RECORDS SUPPLIED Start Marker

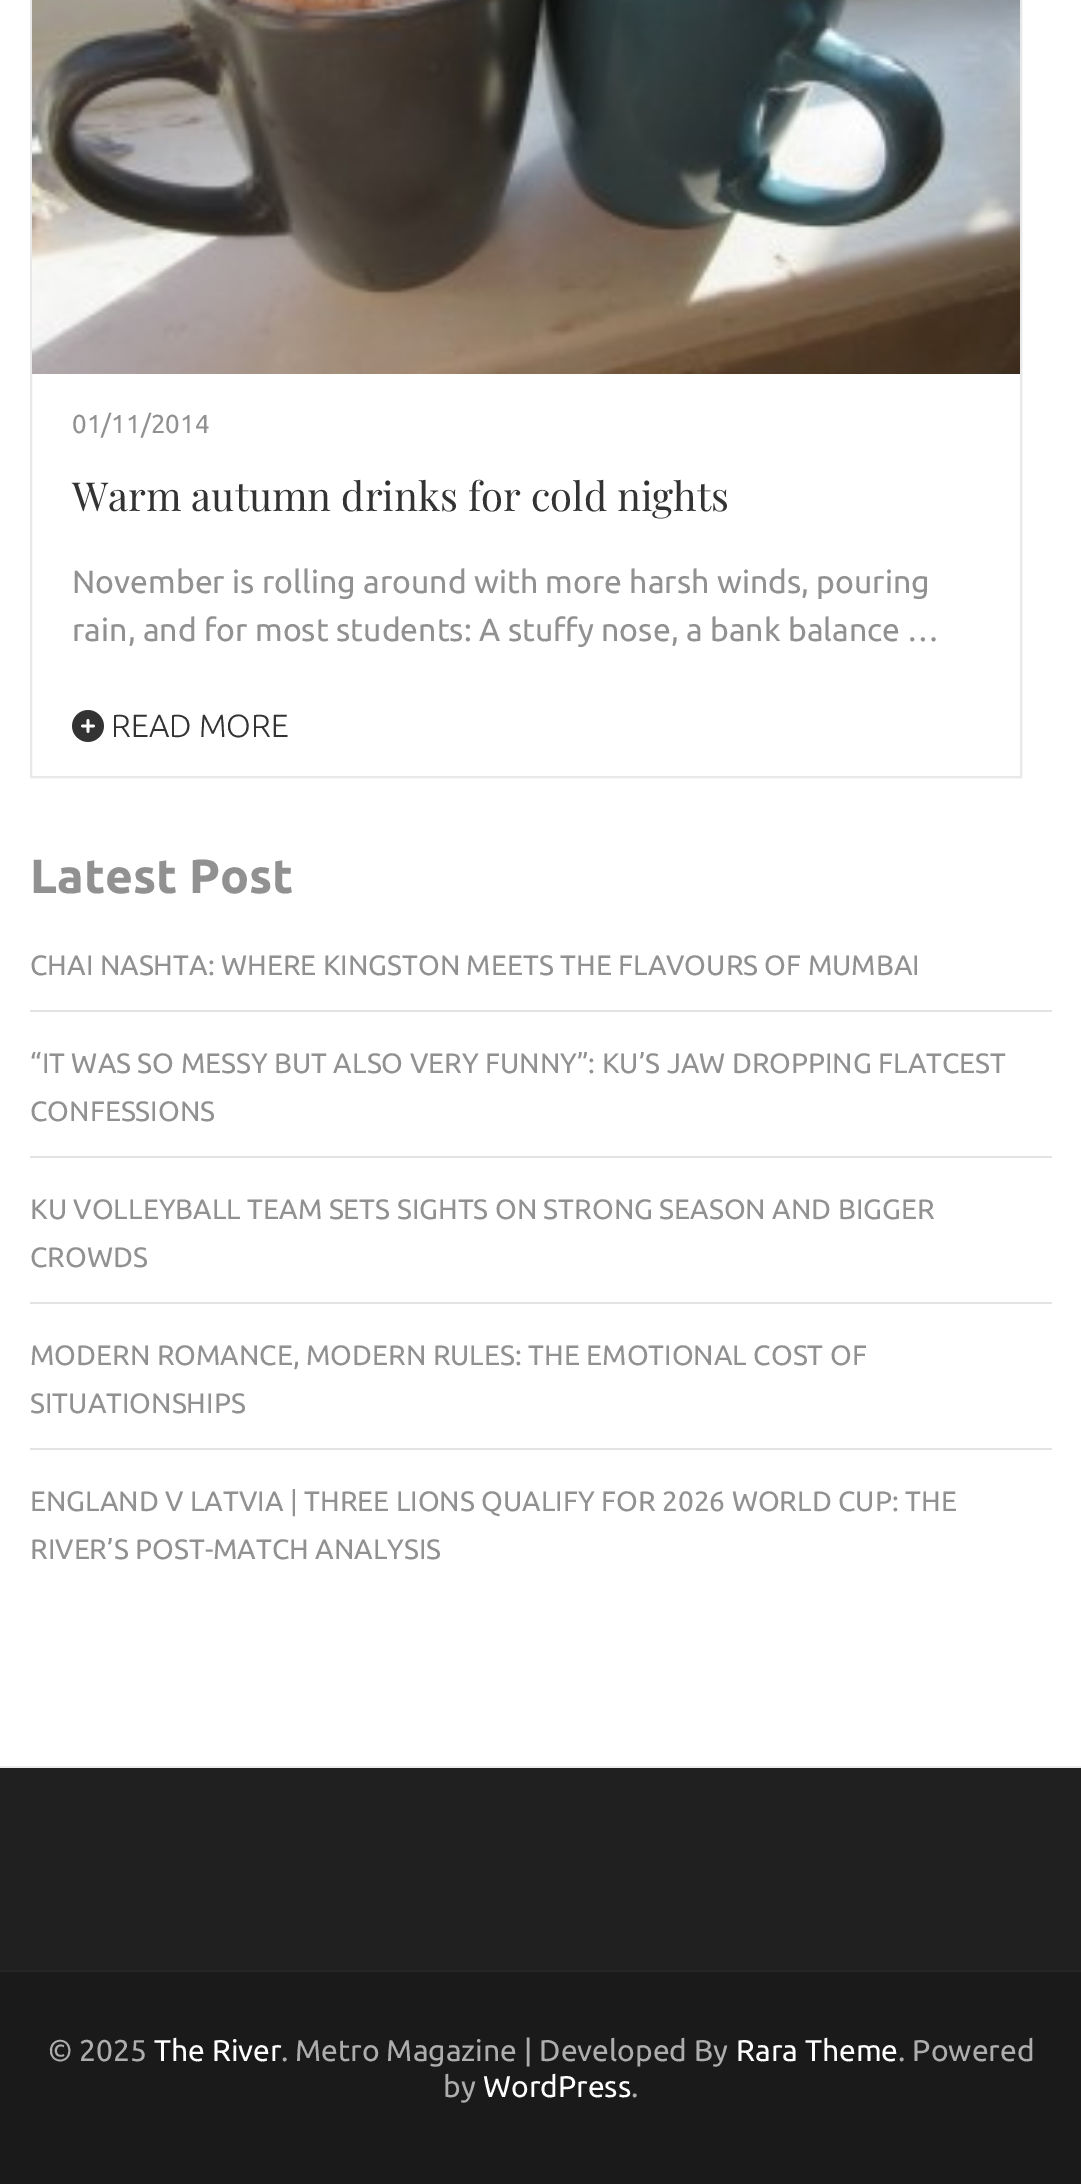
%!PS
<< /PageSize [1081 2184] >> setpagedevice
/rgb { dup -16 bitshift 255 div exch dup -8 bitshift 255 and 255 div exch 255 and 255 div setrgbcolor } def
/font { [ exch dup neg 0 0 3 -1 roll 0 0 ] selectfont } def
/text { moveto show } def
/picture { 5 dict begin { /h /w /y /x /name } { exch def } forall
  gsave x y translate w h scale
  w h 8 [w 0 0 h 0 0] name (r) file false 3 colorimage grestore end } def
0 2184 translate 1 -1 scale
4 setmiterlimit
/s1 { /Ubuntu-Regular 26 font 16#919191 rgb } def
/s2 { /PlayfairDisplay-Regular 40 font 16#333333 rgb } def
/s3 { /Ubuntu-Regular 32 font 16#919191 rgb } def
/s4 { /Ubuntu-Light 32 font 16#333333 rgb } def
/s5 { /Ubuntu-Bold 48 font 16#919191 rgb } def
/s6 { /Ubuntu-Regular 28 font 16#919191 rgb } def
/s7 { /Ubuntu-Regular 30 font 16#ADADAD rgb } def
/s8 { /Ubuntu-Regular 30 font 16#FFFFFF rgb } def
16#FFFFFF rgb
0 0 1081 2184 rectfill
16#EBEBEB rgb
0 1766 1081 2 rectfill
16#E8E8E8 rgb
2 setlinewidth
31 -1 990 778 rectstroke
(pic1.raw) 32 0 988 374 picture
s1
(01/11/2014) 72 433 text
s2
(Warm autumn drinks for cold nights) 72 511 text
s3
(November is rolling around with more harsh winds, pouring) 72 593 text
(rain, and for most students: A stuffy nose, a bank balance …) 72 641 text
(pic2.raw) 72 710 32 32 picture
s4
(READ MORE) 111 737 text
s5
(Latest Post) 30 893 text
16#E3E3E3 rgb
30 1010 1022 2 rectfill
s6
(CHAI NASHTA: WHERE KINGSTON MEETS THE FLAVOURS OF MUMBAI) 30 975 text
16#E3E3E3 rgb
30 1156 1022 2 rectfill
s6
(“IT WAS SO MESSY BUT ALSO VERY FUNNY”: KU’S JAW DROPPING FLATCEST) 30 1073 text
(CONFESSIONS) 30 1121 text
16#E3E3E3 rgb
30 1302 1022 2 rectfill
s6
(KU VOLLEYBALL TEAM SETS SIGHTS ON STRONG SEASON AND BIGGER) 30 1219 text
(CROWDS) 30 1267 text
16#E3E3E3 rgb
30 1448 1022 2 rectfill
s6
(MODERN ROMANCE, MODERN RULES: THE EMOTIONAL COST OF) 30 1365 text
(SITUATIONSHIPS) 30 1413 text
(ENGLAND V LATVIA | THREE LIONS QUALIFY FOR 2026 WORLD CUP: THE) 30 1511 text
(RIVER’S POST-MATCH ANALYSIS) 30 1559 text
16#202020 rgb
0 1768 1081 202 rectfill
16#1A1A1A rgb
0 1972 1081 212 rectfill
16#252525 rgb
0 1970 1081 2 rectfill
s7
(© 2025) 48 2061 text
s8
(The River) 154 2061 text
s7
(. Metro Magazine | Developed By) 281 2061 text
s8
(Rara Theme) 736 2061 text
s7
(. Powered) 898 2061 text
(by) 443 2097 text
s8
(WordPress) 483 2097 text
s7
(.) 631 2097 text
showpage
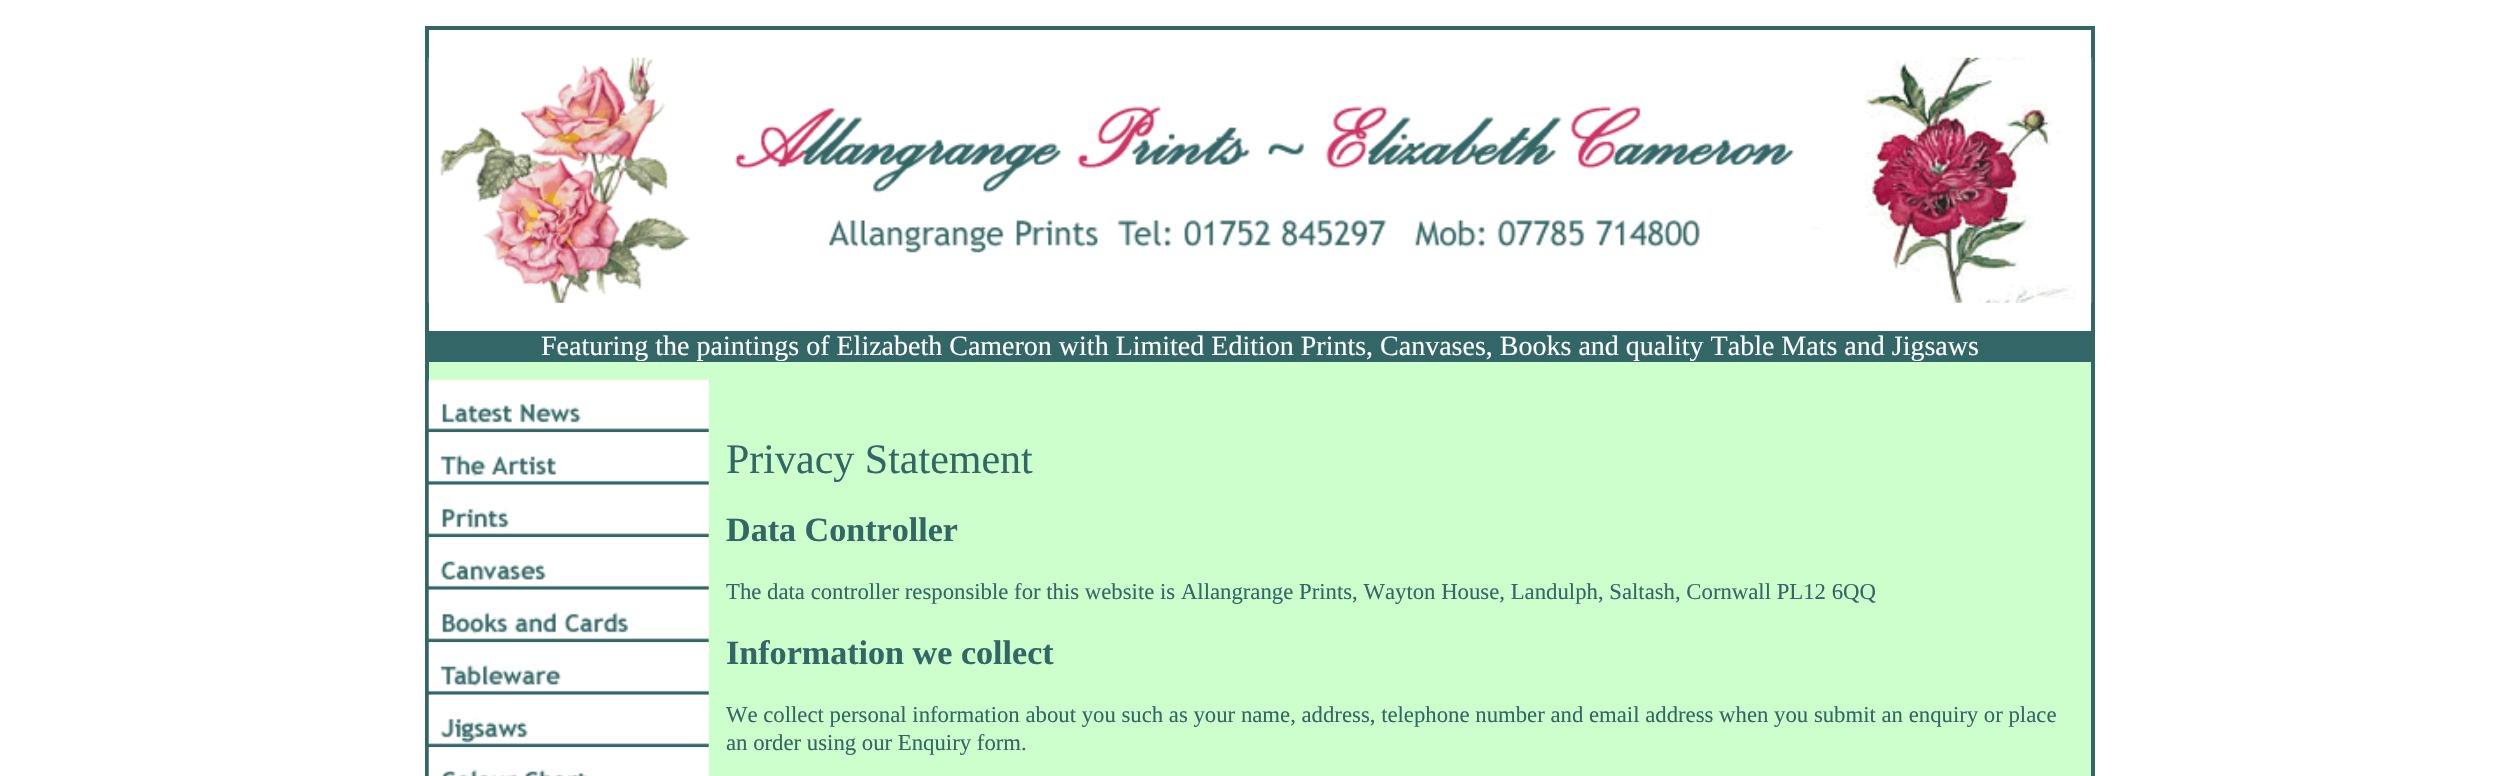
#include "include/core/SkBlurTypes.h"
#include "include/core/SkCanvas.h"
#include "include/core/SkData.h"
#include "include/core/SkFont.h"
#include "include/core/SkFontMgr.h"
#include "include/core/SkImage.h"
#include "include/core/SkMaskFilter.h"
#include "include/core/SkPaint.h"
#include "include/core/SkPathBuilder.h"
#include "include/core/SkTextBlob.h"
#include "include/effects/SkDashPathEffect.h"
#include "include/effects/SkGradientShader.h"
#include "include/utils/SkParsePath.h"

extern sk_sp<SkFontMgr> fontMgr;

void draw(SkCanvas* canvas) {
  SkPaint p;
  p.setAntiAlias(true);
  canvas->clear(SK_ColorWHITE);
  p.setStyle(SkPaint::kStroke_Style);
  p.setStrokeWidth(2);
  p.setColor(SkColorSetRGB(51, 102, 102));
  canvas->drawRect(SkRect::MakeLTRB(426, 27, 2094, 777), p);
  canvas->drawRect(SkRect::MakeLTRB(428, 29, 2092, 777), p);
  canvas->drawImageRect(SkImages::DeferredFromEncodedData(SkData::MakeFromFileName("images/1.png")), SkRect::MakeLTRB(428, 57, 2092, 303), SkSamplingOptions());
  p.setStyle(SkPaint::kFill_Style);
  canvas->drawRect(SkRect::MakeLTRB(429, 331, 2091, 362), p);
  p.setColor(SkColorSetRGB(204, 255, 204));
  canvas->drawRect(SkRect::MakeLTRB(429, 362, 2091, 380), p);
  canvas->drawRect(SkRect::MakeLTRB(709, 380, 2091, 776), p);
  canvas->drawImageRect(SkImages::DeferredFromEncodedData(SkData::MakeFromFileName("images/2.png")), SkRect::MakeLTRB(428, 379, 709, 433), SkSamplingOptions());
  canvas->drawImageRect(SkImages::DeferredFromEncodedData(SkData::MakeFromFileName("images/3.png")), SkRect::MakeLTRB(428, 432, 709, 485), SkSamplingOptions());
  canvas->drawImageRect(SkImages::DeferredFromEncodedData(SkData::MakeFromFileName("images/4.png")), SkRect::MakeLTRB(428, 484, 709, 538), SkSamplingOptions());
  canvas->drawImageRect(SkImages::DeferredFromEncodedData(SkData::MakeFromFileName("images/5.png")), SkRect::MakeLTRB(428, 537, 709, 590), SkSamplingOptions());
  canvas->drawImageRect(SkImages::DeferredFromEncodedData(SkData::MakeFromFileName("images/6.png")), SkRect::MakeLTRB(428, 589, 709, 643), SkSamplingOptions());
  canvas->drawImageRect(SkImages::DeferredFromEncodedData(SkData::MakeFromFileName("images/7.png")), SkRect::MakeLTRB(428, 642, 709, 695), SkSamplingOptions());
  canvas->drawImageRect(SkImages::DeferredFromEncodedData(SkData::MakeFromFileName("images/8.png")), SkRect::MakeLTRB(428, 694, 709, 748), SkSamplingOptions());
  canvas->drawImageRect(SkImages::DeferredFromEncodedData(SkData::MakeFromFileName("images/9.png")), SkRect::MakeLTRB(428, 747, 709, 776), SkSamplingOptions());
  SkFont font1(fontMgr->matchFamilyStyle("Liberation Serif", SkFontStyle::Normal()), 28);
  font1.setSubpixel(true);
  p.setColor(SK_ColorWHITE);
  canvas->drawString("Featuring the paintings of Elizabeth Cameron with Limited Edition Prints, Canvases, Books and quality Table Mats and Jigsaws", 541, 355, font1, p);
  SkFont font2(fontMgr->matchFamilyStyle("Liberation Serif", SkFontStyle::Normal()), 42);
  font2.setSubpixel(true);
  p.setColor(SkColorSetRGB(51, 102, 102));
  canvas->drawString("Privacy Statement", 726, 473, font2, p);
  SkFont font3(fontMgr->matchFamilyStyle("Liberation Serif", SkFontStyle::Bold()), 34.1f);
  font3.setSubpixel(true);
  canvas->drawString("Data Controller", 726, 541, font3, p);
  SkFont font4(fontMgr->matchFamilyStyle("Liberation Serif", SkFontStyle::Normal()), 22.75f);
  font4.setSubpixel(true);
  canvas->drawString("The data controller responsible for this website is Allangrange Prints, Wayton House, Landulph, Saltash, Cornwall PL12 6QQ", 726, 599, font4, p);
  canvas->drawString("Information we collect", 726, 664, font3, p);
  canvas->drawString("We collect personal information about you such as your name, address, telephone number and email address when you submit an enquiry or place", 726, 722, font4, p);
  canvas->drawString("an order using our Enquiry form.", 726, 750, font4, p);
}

RECORDS SUPPLIED End Marker

**YOUR OBJECTIVE**
Pictures are to be left out, and the lines from the beginning of the records through the line with "4 setmiterlimit" are to be printed exactly, with nothing added.

**SOLUTION FOR THIS EXERCISE**
%!PS
<< /PageSize [1081 2184] >> setpagedevice
/rgb { dup -16 bitshift 255 div exch dup -8 bitshift 255 and 255 div exch 255 and 255 div setrgbcolor } def
/font { [ exch dup neg 0 0 3 -1 roll 0 0 ] selectfont } def
/text { moveto show } def
/picture { 5 dict begin { /h /w /y /x /name } { exch def } forall
  gsave x y translate w h scale
  w h 8 [w 0 0 h 0 0] name (r) file false 3 colorimage grestore end } def
0 2184 translate 1 -1 scale
4 setmiterlimit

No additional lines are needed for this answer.